The FVM looks to provide better security as well as Turing completeness. Furthermore, it looks to provide the core functionality for properly establishing a DApp ecosystem, such as External Code Linking, Library, and Import, as well as strong scalability that can be operated with a grid supercomputer. While a Fantom-based Smart Contract can work in stand-alone, it can also work jointly with other contracts, functioning as a component of the DApp Infrastructure.

Smart Contract Language

Fantom provides a SCALA-like functional programming language for executing Smart Contracts on top of its own Virtual Machine known as the Fantom Virtual Machine (FVM). The FVM will allow executive smart contract byte code efficiency and across all operating systems

Scala Based Compiler

In order to attract vast numbers of developers, Fantom intends to design a Fantom virtual machine for writing contracts using existing languages. Scala, a well-known and supported functional programming language, is intended to be the initial language. The strengths of Scala are described below.

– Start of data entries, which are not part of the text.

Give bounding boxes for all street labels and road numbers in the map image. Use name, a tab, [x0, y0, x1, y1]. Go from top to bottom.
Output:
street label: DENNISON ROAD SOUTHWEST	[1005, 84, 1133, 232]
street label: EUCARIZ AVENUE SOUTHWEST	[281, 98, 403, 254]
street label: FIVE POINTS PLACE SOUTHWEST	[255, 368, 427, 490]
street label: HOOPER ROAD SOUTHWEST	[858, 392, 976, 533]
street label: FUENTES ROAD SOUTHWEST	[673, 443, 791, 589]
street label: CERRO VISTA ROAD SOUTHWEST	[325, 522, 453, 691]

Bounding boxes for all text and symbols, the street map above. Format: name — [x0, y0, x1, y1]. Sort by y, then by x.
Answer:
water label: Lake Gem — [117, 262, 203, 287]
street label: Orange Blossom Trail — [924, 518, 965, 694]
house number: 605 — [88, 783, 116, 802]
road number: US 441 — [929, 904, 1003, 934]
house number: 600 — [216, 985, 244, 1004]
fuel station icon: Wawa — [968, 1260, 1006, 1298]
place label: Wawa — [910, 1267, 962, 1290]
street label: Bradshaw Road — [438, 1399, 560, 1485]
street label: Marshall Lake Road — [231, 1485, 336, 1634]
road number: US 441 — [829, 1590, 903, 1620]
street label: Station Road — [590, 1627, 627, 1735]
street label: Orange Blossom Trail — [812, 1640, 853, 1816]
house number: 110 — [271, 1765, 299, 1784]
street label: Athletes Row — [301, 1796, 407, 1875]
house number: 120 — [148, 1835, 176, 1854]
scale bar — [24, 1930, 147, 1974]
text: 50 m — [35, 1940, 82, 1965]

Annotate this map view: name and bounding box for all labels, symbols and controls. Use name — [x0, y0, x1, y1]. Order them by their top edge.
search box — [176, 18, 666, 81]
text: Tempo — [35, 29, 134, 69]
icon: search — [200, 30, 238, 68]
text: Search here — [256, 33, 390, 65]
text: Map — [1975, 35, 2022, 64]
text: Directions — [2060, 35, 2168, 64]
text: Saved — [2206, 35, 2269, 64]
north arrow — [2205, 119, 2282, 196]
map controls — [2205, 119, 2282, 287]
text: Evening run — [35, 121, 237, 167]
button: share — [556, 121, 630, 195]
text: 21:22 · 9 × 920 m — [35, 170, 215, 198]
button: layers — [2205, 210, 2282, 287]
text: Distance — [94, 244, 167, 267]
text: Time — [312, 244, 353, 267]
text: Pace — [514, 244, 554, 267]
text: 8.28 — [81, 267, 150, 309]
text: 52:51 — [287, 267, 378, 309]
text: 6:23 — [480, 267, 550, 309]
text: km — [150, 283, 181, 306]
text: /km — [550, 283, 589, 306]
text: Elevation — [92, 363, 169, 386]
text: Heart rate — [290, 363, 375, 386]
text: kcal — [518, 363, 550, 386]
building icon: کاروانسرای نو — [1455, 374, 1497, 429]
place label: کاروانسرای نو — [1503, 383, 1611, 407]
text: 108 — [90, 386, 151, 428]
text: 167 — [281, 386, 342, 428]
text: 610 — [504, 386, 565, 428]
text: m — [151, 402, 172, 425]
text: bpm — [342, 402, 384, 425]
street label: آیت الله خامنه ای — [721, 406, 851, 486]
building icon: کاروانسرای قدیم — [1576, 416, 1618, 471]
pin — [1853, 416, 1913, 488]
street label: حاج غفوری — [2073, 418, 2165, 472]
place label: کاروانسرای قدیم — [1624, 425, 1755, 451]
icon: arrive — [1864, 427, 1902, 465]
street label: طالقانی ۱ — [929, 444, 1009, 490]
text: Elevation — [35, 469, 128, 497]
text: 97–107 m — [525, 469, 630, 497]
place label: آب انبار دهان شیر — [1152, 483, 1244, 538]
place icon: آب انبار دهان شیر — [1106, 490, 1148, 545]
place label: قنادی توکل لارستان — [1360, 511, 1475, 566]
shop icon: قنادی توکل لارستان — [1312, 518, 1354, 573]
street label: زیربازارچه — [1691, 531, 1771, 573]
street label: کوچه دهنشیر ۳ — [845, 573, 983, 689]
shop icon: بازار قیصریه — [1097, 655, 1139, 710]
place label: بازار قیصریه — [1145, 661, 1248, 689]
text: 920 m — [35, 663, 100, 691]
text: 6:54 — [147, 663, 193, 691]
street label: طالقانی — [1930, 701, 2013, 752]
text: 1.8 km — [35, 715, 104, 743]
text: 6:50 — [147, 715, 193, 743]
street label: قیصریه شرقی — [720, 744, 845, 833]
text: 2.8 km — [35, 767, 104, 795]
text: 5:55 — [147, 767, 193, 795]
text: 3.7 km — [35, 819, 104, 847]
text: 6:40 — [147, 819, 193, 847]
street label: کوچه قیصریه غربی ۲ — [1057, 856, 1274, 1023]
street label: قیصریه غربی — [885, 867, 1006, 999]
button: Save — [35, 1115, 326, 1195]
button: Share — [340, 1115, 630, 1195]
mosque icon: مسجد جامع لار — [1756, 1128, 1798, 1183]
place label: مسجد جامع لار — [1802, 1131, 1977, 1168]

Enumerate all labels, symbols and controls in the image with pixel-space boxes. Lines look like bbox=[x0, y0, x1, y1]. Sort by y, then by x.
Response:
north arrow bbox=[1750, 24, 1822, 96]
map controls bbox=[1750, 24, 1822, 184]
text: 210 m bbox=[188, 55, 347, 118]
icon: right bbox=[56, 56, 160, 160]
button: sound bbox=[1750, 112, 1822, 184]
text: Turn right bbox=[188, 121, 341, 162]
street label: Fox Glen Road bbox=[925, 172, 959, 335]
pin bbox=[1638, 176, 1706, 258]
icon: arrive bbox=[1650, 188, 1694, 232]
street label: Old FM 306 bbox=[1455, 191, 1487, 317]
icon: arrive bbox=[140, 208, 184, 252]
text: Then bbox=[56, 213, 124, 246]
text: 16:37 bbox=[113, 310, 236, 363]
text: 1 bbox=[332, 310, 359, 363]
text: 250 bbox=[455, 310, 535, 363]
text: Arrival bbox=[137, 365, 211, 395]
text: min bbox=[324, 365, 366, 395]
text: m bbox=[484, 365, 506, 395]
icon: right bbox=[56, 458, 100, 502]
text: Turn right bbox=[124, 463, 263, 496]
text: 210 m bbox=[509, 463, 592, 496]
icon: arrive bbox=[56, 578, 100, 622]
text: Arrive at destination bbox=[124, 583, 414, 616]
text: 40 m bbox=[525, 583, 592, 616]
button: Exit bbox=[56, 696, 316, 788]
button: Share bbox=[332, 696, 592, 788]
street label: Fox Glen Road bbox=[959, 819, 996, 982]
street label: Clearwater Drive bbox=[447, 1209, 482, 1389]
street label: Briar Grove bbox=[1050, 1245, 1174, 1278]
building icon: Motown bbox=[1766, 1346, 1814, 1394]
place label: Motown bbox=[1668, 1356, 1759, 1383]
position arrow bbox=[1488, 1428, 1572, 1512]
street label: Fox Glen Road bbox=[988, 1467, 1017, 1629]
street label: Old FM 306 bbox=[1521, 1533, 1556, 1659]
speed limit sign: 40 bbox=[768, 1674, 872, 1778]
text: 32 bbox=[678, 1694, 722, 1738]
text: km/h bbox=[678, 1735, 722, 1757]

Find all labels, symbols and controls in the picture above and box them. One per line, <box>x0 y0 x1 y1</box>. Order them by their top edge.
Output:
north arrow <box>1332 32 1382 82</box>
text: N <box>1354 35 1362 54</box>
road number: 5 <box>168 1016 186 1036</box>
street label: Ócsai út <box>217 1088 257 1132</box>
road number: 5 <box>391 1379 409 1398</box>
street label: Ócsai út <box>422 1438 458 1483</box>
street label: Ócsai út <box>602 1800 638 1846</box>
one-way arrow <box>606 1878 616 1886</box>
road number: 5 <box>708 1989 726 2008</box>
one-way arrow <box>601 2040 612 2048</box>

Scala, which was developed to remove the inconvenience of Java, allows developers to write organized and clean code. The strongly-typed functions of Scala can promote development and improve performance. For example, functions, macros, and tuples are only a part of the multiple advanced functions that are provided by Scala. Scala is a well-designed language which integrates functional and object-oriented programming. String pattern matching or Mixins, which include functions in class definitions, make coding enjoyable as well. A language with comprehensive documentation, Fantom believes Scala is an excellent choice for developers with any level of experience. Closers and functions are also a part of the language. The biggest advantage of Scala is that it provides object-oriented and functional coding paradigms at the same time. Developers can utilize the two methods with strength to easily write “concise” and “functional” programs.

Testing and development are convenient as well. Scala can perform the same work as Java using smaller coding lines. While Java also has several methods for reducing the code length, such methods are deviations from standard coding style, making the code less readable and leading to reduced productivity. Thanks to the properties of Scala, coding is reduced and testing and distribution become faster. Scala includes a non-expanding API library which is concise but possesses all necessary functions. Writing scalable software using Scala can make code writing, testing, debugging, and distribution easier. The language is versatile and can be used in all areas including desktop software, games, web application programs, mobile solutions, and software services. It is also a good fit for writing Smart Contracts.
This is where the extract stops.